Saturday
- I didn't do a lot - I twisted my ankle the other day, to the point
where it was walkable but sore, and wanted to lay up and let it heal
this weekend. The cats were grateful for a warm place person to curl up on.
Phoebe's claws need trimming again.
So I spent most of the day with a book, Book #41, By Schism Rent Asunder.
It's another David Weber SciFi book, long, with overly noble good guys
and a fairly predictable plot. In the evening I went over to my friends
place and had some delicious home made pizza, unsuccessfully tried to
talk their daughter through connecting a MacBook to a 2Wire wireless
router via phone, and watched Part II of Pirates of the Carribean, until I started to fall asleep...
Still fooling about with the Ubuntu/Nvidia upgrade thing.

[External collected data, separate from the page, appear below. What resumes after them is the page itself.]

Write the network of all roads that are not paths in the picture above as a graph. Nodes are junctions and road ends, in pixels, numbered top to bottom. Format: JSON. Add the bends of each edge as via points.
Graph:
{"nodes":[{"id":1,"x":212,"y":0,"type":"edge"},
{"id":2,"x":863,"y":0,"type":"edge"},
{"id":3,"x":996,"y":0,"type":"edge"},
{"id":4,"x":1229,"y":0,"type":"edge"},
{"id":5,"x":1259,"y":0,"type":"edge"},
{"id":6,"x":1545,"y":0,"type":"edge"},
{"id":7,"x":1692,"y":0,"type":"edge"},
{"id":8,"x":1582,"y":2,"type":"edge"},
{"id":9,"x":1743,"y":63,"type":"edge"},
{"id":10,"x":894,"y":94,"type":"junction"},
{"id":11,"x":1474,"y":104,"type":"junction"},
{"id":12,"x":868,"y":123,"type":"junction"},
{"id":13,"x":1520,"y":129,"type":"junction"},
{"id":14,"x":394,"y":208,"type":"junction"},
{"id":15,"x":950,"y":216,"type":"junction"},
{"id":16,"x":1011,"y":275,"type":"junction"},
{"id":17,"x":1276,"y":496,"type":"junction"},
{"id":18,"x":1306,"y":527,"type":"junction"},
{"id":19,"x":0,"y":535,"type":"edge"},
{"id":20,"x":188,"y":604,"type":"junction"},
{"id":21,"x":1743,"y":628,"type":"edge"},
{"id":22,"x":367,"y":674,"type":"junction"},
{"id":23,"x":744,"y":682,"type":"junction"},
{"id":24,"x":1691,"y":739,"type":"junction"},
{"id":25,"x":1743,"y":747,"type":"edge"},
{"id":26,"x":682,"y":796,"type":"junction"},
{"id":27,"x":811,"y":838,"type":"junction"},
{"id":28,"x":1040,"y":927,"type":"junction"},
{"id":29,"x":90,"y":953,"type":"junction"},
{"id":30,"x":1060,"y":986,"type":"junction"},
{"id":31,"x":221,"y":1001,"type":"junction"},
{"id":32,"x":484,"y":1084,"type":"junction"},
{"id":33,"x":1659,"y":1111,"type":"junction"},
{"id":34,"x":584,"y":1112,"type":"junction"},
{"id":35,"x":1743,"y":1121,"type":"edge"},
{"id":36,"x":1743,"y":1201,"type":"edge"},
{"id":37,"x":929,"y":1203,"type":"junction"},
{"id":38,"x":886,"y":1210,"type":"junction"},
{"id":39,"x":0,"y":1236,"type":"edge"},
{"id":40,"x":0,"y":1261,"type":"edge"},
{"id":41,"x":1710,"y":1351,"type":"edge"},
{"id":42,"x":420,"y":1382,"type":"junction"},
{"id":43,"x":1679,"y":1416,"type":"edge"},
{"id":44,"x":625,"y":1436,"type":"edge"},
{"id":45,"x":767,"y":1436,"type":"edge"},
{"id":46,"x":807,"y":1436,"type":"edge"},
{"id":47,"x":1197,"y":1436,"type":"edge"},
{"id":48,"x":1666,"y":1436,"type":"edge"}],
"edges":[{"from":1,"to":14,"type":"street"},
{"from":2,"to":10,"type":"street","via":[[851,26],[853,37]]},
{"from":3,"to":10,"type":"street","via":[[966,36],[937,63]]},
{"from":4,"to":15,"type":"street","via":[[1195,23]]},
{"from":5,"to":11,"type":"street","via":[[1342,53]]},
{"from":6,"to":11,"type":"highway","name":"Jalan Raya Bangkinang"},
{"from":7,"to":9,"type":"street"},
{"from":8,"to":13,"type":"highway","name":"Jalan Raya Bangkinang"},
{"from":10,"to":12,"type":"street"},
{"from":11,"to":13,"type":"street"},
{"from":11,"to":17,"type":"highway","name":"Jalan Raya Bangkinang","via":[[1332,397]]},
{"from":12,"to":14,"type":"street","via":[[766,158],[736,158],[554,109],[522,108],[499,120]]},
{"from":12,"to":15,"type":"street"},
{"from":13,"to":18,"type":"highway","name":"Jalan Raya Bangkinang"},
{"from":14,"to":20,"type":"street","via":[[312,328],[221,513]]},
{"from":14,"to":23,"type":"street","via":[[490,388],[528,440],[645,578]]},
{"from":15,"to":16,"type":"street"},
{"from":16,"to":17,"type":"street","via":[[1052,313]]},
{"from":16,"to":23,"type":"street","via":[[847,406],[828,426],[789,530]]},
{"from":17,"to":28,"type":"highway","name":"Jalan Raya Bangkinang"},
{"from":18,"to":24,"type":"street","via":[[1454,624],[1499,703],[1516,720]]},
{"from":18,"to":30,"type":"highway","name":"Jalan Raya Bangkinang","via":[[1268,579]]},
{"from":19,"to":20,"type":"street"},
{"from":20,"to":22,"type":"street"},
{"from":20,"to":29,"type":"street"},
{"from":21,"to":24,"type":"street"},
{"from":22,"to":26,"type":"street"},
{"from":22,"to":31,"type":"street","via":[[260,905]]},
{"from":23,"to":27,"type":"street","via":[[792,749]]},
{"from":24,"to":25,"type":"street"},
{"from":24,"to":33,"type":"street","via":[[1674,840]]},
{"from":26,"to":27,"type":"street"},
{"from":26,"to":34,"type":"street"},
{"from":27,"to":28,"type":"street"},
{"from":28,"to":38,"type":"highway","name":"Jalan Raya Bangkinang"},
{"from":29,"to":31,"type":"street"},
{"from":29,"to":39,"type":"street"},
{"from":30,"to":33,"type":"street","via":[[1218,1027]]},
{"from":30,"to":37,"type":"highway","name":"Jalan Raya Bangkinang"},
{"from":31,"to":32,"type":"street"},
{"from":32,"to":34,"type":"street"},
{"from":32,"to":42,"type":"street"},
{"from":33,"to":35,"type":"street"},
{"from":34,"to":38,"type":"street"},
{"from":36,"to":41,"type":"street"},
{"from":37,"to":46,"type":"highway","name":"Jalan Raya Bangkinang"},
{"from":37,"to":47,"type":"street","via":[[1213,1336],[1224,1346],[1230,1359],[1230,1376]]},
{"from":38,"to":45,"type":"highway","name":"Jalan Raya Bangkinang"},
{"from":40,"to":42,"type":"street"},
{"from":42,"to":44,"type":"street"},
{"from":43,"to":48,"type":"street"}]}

When I was up at my fathers place last week I discovered that he had
replaced his standard cable & TIVO with some sort of digital system
from Comcast. One of the things it had was a Movies on Demand option
(I'm not sure it was called that, but it was similar). Essentially you
can use the remote to scroll through a list of movies, select one, and
start playing it immediately. There were some older free movies, and
newer stuff for $4.99, so we watched National Treasure: Book of
Secrets. Pretty neat! I've never been one for going to the video store,
and this makes it a lot easier. Apparently you have 24 hrs to watch the
download, then it goes away. You can pause it, and maybe even replay
it, I'm not sure. But it was a fairly painless piece of 21st century
tech.
Friday
- back in Lancaster. Got off work about 3:00pm and took the 118 to the
405, and crawled from there to the I-14. Then things picked to a normal
speed. Friday afternoon...
Turned on the telly and saw that Oakland was
playing Tennessee and called Dad to place a bet. There was a bit of
confusion, until we resolved that he was watching the Oakland Athletics
and I was watching the Oakland Raiders - different teams and different
sports. Heh.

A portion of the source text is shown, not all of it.